| What you need to do |
Scan the data for "page" and copy the lines it appears in.

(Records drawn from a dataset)
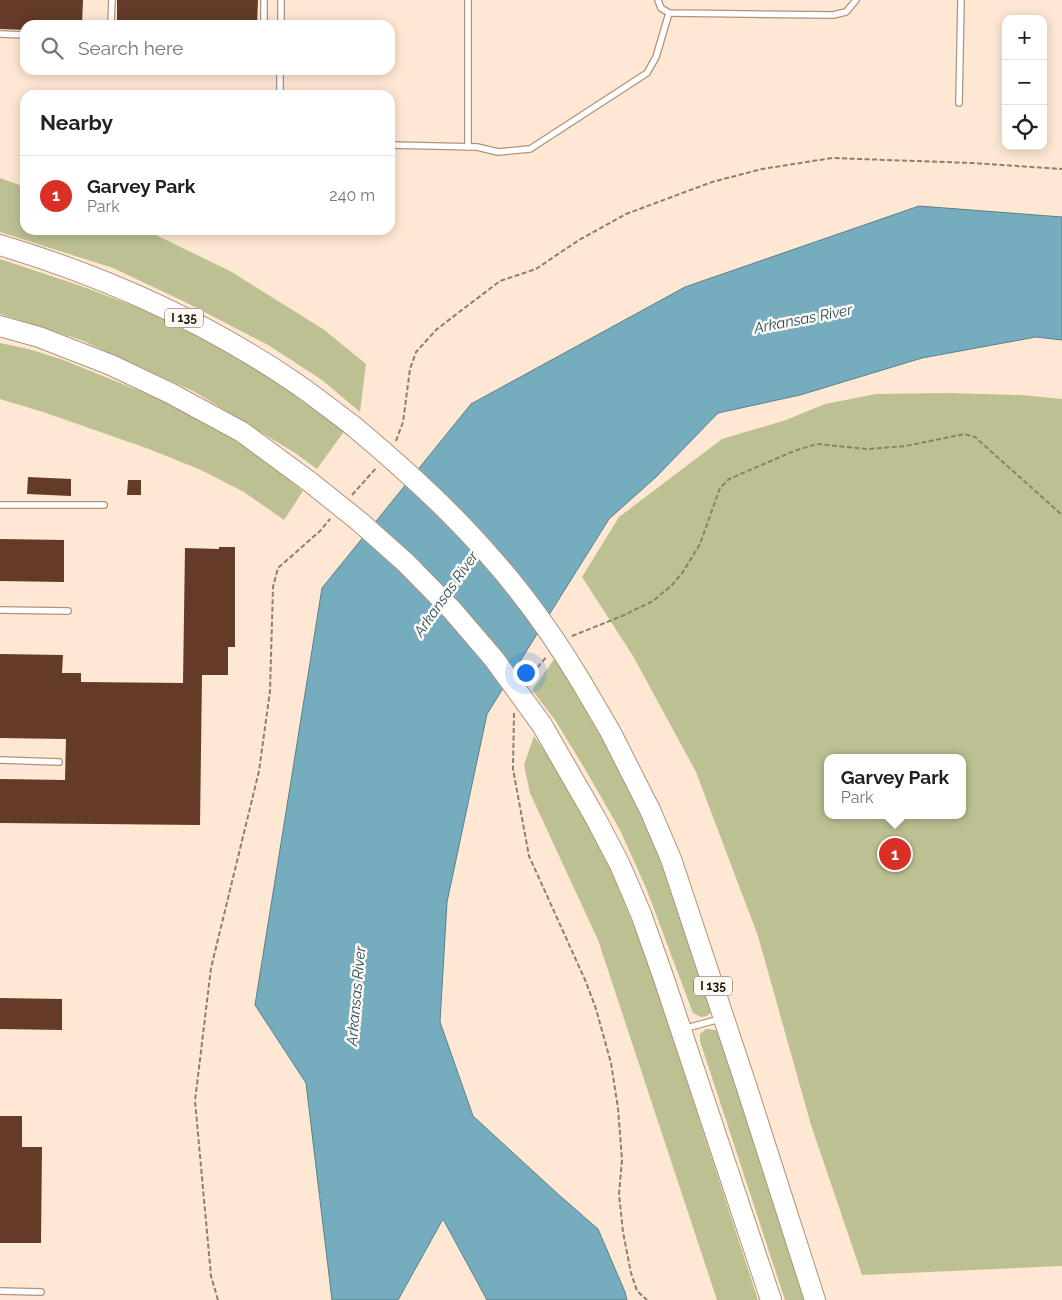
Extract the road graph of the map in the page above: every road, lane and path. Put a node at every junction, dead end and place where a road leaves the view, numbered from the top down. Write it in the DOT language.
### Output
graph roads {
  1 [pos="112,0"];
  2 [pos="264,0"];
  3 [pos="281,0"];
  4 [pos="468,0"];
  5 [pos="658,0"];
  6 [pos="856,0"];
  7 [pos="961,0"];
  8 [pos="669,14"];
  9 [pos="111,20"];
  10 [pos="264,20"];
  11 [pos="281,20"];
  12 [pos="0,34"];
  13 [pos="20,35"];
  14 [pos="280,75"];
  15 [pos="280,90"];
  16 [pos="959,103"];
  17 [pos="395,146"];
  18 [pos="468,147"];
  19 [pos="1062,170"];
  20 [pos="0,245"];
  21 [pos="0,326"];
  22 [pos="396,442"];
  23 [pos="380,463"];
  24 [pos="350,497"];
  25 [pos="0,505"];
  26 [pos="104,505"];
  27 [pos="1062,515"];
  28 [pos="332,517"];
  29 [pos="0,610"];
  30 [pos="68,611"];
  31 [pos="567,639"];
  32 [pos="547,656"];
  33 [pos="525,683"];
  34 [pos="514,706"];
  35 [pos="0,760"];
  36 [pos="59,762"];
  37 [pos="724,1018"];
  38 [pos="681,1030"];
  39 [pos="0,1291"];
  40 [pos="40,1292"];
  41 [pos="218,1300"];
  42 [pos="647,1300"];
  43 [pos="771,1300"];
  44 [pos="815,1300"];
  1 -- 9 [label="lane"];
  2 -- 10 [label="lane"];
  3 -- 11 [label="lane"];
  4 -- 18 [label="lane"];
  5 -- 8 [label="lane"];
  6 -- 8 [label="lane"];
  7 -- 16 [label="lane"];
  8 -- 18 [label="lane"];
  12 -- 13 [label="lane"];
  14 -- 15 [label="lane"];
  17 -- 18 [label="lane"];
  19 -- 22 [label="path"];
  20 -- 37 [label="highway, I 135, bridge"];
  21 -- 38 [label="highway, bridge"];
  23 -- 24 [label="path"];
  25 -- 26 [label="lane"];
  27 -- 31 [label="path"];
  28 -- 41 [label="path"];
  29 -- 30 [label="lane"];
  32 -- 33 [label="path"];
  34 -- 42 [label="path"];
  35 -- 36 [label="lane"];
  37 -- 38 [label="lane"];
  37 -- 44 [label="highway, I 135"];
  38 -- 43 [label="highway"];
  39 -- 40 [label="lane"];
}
==
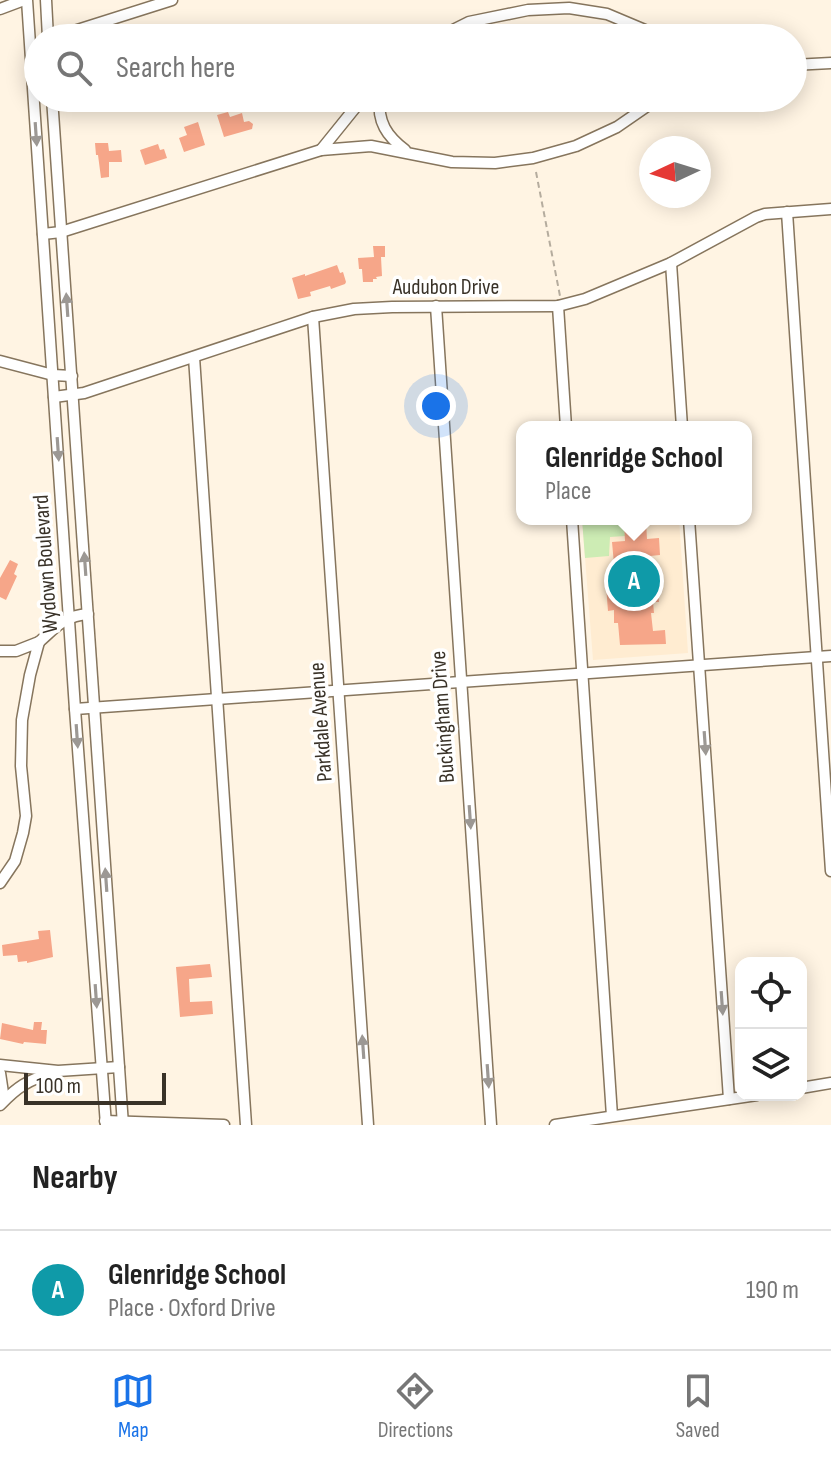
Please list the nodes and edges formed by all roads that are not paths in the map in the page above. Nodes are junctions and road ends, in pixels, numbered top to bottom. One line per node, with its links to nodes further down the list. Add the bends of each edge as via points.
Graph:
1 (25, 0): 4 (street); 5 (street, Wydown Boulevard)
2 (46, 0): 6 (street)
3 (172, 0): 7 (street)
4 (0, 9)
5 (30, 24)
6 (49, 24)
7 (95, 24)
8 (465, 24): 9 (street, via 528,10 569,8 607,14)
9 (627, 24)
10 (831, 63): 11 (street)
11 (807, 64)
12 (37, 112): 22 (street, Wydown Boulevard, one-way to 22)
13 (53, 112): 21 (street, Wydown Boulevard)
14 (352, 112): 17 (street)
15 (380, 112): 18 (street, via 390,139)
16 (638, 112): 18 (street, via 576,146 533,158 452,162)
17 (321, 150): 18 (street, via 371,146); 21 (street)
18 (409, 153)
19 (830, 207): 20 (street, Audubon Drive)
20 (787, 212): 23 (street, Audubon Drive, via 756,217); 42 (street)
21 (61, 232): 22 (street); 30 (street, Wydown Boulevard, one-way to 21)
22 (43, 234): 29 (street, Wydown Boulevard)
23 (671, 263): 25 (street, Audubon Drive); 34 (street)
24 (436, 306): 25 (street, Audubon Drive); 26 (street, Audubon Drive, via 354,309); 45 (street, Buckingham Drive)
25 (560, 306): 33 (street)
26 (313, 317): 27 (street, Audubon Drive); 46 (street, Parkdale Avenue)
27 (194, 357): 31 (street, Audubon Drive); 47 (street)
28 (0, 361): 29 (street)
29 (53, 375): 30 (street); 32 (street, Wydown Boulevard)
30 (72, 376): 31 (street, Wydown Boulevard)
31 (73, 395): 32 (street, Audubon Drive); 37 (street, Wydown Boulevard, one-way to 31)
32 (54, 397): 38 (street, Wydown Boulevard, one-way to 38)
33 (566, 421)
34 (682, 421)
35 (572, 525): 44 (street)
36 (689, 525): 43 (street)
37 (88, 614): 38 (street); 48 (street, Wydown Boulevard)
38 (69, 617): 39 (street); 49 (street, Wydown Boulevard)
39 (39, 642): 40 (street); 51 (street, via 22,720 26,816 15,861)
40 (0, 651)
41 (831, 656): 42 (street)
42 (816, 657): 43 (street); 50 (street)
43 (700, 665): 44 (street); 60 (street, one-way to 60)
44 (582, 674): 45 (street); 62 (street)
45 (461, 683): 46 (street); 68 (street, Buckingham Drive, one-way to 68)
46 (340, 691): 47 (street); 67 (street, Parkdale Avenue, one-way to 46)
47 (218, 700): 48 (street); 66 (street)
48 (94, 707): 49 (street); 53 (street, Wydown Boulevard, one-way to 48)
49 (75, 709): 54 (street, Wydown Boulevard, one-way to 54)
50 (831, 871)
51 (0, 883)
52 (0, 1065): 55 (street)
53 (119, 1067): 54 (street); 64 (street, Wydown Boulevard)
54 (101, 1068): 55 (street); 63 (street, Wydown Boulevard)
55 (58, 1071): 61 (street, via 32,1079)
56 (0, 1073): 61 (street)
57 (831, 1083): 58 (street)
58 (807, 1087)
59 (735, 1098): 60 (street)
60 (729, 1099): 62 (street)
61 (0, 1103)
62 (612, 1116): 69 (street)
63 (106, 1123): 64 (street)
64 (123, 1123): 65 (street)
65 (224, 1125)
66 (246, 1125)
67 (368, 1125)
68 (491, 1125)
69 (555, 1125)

| Task output |
Extract the road graph of the map in the page above: every road, lane and path. Put a node at every junction, dead end and place where a road leaves the view, numbered from the top down. Write it in the DOT language.
Please list the nodes and edges formed by all roads that are not paths in the map in the page above. Nodes are junctions and road ends, in pixels, numbered top to bottom. One line per node, with its links to nodes further down the list. Add the bends of each edge as via points.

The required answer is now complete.